→ **WHAT THIS TASK INVOLVES**:
Extract the data exactly, missing nothing.

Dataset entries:

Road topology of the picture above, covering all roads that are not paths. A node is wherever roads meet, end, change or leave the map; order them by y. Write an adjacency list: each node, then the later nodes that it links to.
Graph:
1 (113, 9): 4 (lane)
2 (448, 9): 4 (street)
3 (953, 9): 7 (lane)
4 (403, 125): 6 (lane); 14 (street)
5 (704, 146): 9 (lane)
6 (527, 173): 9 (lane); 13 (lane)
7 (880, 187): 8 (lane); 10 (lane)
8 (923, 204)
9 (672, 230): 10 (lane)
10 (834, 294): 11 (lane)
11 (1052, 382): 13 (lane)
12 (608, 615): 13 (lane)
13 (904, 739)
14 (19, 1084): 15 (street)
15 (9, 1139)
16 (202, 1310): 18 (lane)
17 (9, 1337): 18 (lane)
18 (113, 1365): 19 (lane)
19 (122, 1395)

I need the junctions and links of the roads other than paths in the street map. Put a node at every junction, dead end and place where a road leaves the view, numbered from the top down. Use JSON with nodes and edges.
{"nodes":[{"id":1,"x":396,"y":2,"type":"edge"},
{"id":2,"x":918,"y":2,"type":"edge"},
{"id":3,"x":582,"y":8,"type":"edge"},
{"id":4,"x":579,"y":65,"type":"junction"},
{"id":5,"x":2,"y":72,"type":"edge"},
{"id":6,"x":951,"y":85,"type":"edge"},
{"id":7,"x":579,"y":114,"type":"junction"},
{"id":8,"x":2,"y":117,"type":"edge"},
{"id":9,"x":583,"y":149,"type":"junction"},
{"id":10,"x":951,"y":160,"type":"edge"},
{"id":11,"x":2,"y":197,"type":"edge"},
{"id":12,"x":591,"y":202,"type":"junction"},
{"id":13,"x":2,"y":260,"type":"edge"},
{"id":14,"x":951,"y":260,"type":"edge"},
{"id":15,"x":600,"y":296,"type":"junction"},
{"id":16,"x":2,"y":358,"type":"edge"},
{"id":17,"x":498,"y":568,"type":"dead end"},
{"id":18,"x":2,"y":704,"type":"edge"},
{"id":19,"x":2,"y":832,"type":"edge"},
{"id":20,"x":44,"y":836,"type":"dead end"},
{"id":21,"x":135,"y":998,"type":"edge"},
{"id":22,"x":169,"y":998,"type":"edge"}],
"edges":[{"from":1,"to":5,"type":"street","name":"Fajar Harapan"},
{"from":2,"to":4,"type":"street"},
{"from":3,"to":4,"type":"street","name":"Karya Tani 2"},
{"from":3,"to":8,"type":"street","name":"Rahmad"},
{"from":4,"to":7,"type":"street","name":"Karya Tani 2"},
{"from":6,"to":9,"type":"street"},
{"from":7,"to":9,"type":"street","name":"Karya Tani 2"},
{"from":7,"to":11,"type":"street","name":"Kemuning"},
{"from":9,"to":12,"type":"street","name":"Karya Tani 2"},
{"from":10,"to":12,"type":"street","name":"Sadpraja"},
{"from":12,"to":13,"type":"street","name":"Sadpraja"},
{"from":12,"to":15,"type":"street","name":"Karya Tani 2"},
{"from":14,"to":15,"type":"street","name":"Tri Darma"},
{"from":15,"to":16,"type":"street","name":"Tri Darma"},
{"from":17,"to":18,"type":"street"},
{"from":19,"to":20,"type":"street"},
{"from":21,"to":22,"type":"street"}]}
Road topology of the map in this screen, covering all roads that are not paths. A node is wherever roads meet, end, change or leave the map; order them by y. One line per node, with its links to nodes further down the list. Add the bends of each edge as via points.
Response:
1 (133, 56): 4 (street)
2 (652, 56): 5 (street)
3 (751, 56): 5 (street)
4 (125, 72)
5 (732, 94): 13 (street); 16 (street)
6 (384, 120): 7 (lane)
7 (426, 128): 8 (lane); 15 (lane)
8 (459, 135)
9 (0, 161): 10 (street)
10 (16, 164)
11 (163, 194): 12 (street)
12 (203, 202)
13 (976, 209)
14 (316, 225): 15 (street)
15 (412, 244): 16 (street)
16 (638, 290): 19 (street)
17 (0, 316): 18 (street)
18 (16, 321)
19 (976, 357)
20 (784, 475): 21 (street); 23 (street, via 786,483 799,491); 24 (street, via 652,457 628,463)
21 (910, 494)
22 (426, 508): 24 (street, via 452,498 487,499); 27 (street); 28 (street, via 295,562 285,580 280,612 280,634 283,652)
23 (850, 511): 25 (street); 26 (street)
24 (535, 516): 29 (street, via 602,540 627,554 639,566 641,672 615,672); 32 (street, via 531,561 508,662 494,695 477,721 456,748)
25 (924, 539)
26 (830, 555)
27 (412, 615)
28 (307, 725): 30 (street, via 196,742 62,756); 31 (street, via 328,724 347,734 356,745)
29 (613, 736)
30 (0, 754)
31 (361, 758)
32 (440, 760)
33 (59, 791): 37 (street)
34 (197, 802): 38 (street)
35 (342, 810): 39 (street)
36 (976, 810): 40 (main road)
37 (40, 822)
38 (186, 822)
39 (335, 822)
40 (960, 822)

→ **OUTPUT**:
Road topology of the picture above, covering all roads that are not paths. A node is wherever roads meet, end, change or leave the map; order them by y. Write an adjacency list: each node, then the later nodes that it links to.
Graph:
1 (113, 9): 4 (lane)
2 (448, 9): 4 (street)
3 (953, 9): 7 (lane)
4 (403, 125): 6 (lane); 14 (street)
5 (704, 146): 9 (lane)
6 (527, 173): 9 (lane); 13 (lane)
7 (880, 187): 8 (lane); 10 (lane)
8 (923, 204)
9 (672, 230): 10 (lane)
10 (834, 294): 11 (lane)
11 (1052, 382): 13 (lane)
12 (608, 615): 13 (lane)
13 (904, 739)
14 (19, 1084): 15 (street)
15 (9, 1139)
16 (202, 1310): 18 (lane)
17 (9, 1337): 18 (lane)
18 (113, 1365): 19 (lane)
19 (122, 1395)

I need the junctions and links of the roads other than paths in the street map. Put a node at every junction, dead end and place where a road leaves the view, numbered from the top down. Use JSON with nodes and edges.
{"nodes":[{"id":1,"x":396,"y":2,"type":"edge"},
{"id":2,"x":918,"y":2,"type":"edge"},
{"id":3,"x":582,"y":8,"type":"edge"},
{"id":4,"x":579,"y":65,"type":"junction"},
{"id":5,"x":2,"y":72,"type":"edge"},
{"id":6,"x":951,"y":85,"type":"edge"},
{"id":7,"x":579,"y":114,"type":"junction"},
{"id":8,"x":2,"y":117,"type":"edge"},
{"id":9,"x":583,"y":149,"type":"junction"},
{"id":10,"x":951,"y":160,"type":"edge"},
{"id":11,"x":2,"y":197,"type":"edge"},
{"id":12,"x":591,"y":202,"type":"junction"},
{"id":13,"x":2,"y":260,"type":"edge"},
{"id":14,"x":951,"y":260,"type":"edge"},
{"id":15,"x":600,"y":296,"type":"junction"},
{"id":16,"x":2,"y":358,"type":"edge"},
{"id":17,"x":498,"y":568,"type":"dead end"},
{"id":18,"x":2,"y":704,"type":"edge"},
{"id":19,"x":2,"y":832,"type":"edge"},
{"id":20,"x":44,"y":836,"type":"dead end"},
{"id":21,"x":135,"y":998,"type":"edge"},
{"id":22,"x":169,"y":998,"type":"edge"}],
"edges":[{"from":1,"to":5,"type":"street","name":"Fajar Harapan"},
{"from":2,"to":4,"type":"street"},
{"from":3,"to":4,"type":"street","name":"Karya Tani 2"},
{"from":3,"to":8,"type":"street","name":"Rahmad"},
{"from":4,"to":7,"type":"street","name":"Karya Tani 2"},
{"from":6,"to":9,"type":"street"},
{"from":7,"to":9,"type":"street","name":"Karya Tani 2"},
{"from":7,"to":11,"type":"street","name":"Kemuning"},
{"from":9,"to":12,"type":"street","name":"Karya Tani 2"},
{"from":10,"to":12,"type":"street","name":"Sadpraja"},
{"from":12,"to":13,"type":"street","name":"Sadpraja"},
{"from":12,"to":15,"type":"street","name":"Karya Tani 2"},
{"from":14,"to":15,"type":"street","name":"Tri Darma"},
{"from":15,"to":16,"type":"street","name":"Tri Darma"},
{"from":17,"to":18,"type":"street"},
{"from":19,"to":20,"type":"street"},
{"from":21,"to":22,"type":"street"}]}
Road topology of the map in this screen, covering all roads that are not paths. A node is wherever roads meet, end, change or leave the map; order them by y. One line per node, with its links to nodes further down the list. Add the bends of each edge as via points.
Response:
1 (133, 56): 4 (street)
2 (652, 56): 5 (street)
3 (751, 56): 5 (street)
4 (125, 72)
5 (732, 94): 13 (street); 16 (street)
6 (384, 120): 7 (lane)
7 (426, 128): 8 (lane); 15 (lane)
8 (459, 135)
9 (0, 161): 10 (street)
10 (16, 164)
11 (163, 194): 12 (street)
12 (203, 202)
13 (976, 209)
14 (316, 225): 15 (street)
15 (412, 244): 16 (street)
16 (638, 290): 19 (street)
17 (0, 316): 18 (street)
18 (16, 321)
19 (976, 357)
20 (784, 475): 21 (street); 23 (street, via 786,483 799,491); 24 (street, via 652,457 628,463)
21 (910, 494)
22 (426, 508): 24 (street, via 452,498 487,499); 27 (street); 28 (street, via 295,562 285,580 280,612 280,634 283,652)
23 (850, 511): 25 (street); 26 (street)
24 (535, 516): 29 (street, via 602,540 627,554 639,566 641,672 615,672); 32 (street, via 531,561 508,662 494,695 477,721 456,748)
25 (924, 539)
26 (830, 555)
27 (412, 615)
28 (307, 725): 30 (street, via 196,742 62,756); 31 (street, via 328,724 347,734 356,745)
29 (613, 736)
30 (0, 754)
31 (361, 758)
32 (440, 760)
33 (59, 791): 37 (street)
34 (197, 802): 38 (street)
35 (342, 810): 39 (street)
36 (976, 810): 40 (main road)
37 (40, 822)
38 (186, 822)
39 (335, 822)
40 (960, 822)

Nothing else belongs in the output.